View and submit language model evaluations
Visualize model performance on function calling tasks
Optimize and train foundation models using IBM's FMS
Compare and rank LLMs using benchmark scores
Browse and filter machine learning models by category and modality
Display leaderboard of language model evaluations
Display and filter leaderboard models
Upload ML model to Hugging Face Hub
Explore and benchmark visual document retrieval models
Retrain models for new data at edge devices
Compare audio representation models using benchmark results
Teach, test, evaluate language models with MTEB Arena
View and submit machine learning model evaluations
ContextualBench-Leaderboard is a platform designed for benchmarking and evaluating language models. It provides a centralized space to view and compare the performance of different models across various tasks and datasets. Users can submit their own model evaluations and track progress in the field of natural language processing.
• Comprehensive Leaderboard: Displays performance metrics of language models in a sorted and searchable format.

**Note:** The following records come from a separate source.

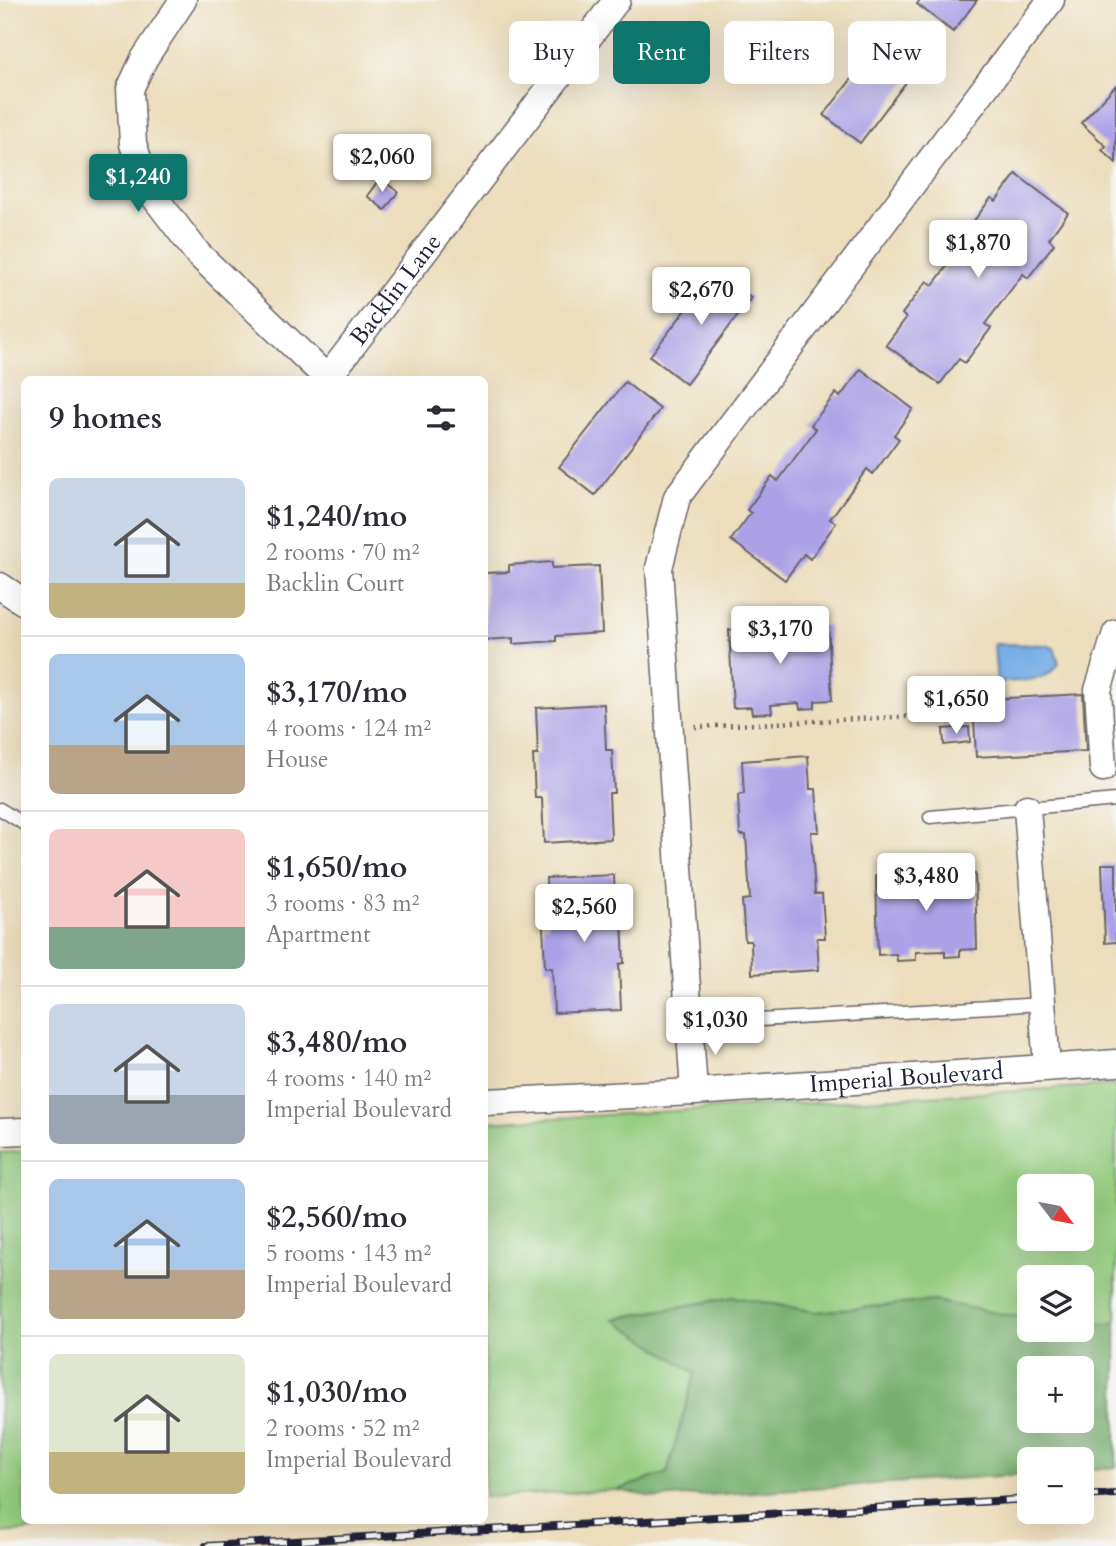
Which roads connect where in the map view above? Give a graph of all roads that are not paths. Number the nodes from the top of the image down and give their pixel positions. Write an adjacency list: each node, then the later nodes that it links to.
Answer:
1 (183, 0): 4 (street)
2 (617, 0): 5 (street, Backlin Lane)
3 (1051, 0): 17 (street)
4 (324, 376)
5 (329, 376)
6 (0, 586): 7 (street)
7 (21, 599)
8 (1116, 632): 9 (street)
9 (1107, 699): 10 (street)
10 (1103, 768)
11 (1116, 800): 12 (lane)
12 (1027, 808): 14 (lane); 16 (street)
13 (0, 809): 15 (lane)
14 (930, 817)
15 (21, 822)
16 (1042, 1004): 17 (lane); 19 (street)
17 (690, 1024): 20 (street)
18 (1116, 1063): 19 (street, Imperial Boulevard)
19 (1046, 1066): 20 (street, Imperial Boulevard)
20 (694, 1093): 21 (street, Imperial Boulevard)
21 (488, 1102)
22 (21, 1130): 23 (street)
23 (0, 1132)

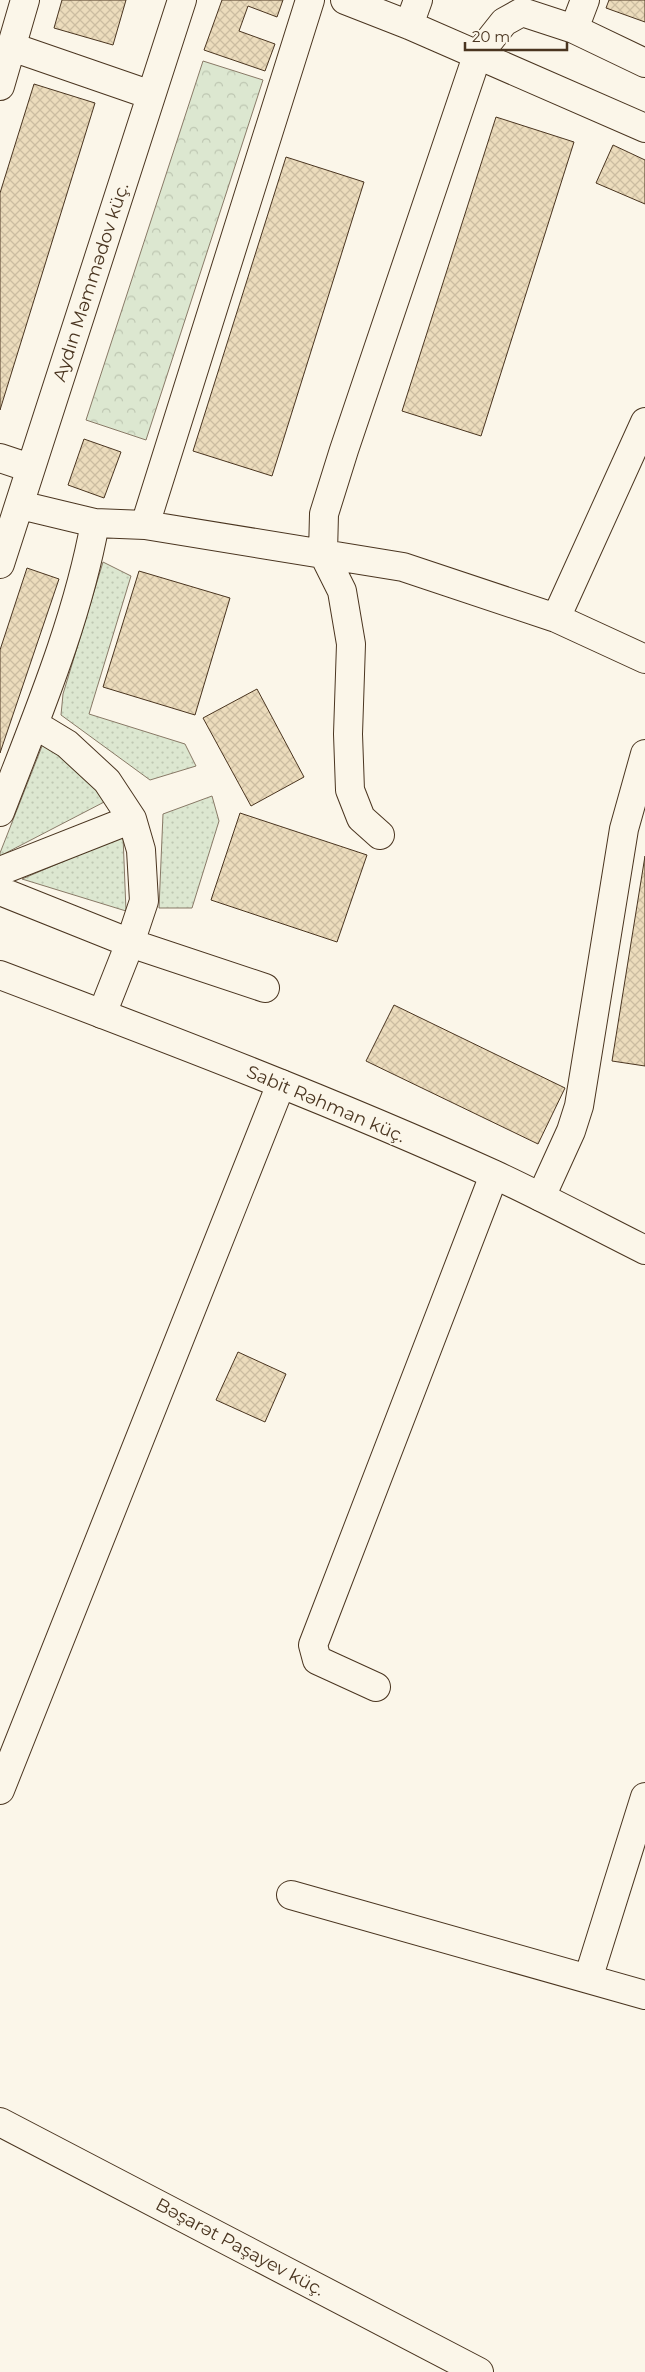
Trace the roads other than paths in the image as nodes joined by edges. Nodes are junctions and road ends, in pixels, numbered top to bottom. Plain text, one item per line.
1 (25, 0) edge
2 (182, 0) edge
3 (310, 0) edge
4 (345, 0) edge
5 (418, 0) edge
6 (585, 0) edge
7 (409, 25) junction
8 (574, 30) junction
9 (12, 47) junction
10 (477, 56) junction
11 (645, 63) edge
12 (0, 86) edge
13 (151, 95) junction
14 (645, 128) edge
15 (645, 422) edge
16 (0, 458) edge
17 (30, 468) junction
18 (20, 505) junction
19 (95, 523) junction
20 (145, 525) junction
21 (323, 553) junction
22 (0, 564) edge
23 (556, 618) junction
24 (645, 659) edge
25 (34, 724) junction
26 (645, 754) edge
27 (0, 812) edge
28 (132, 819) junction
29 (380, 835) dead end
30 (0, 871) edge
31 (0, 891) edge
32 (130, 943) junction
33 (0, 975) edge
34 (265, 988) dead end
35 (102, 1014) junction
36 (281, 1084) junction
37 (494, 1175) junction
38 (541, 1197) junction
39 (645, 1250) edge
40 (376, 1687) dead end
41 (0, 1790) edge
42 (645, 1797) edge
43 (291, 1895) dead end
44 (588, 1978) junction
45 (645, 1995) edge
46 (0, 2122) edge
47 (479, 2372) edge

1 - 9 street
2 - 13 street, Aydın Məmmədov küç.
3 - 20 street
4 - 7 street
5 - 7 street
6 - 8 street
7 - 10 street
8 - 10 street
8 - 11 street
9 - 12 street
9 - 13 street
10 - 14 street
10 - 21 street
13 - 17 street, Aydın Məmmədov küç.
15 - 23 street
16 - 17 street
17 - 18 street, Aydın Məmmədov küç.
18 - 19 street
18 - 22 street, Aydın Məmmədov küç.
19 - 20 street
19 - 25 street
20 - 21 street
21 - 23 street
21 - 29 street
23 - 24 street
25 - 27 street
25 - 28 street
26 - 38 street
28 - 30 street
28 - 32 street
31 - 32 street
32 - 34 street
32 - 35 street
33 - 35 street, Sabit Rəhman küç.
35 - 36 street, Sabit Rəhman küç.
36 - 37 street, Sabit Rəhman küç.
36 - 41 street
37 - 38 street, Sabit Rəhman küç.
37 - 40 street
38 - 39 street, Sabit Rəhman küç.
42 - 44 street
43 - 44 street
44 - 45 street
46 - 47 street, Bəşarət Paşayev küç.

• Submission Portal: Allows researchers to upload their model evaluations for inclusion in the leaderboard.
• Comparison Tools: Enables side-by-side comparison of models based on specific benchmarks or datasets.
• Filtering Options: Users can filter results by model type, dataset, or performance metric.
• Real-Time Updates: The leaderboard is updated regularly to reflect the latest submissions and advancements.
• Documentation and Guides: Provides resources for understanding evaluation metrics and submission processes.
What models are included in ContextualBench-Leaderboard?
The leaderboard includes a wide range of language models, from state-of-the-art models to smaller, specialized models. The exact list is updated regularly.
How do I submit my model for evaluation?
To submit your model, navigate to the submission portal on the ContextualBench-Leaderboard website and follow the detailed guidelines provided. Ensure your submission includes all required metrics and information.
Why should I use ContextualBench-Leaderboard?
ContextualBench-Leaderboard offers a user-friendly interface and comprehensive tools for comparing and analyzing language models. It is an excellent resource for researchers and developers looking to benchmark their models or stay informed about the latest advancements in the field.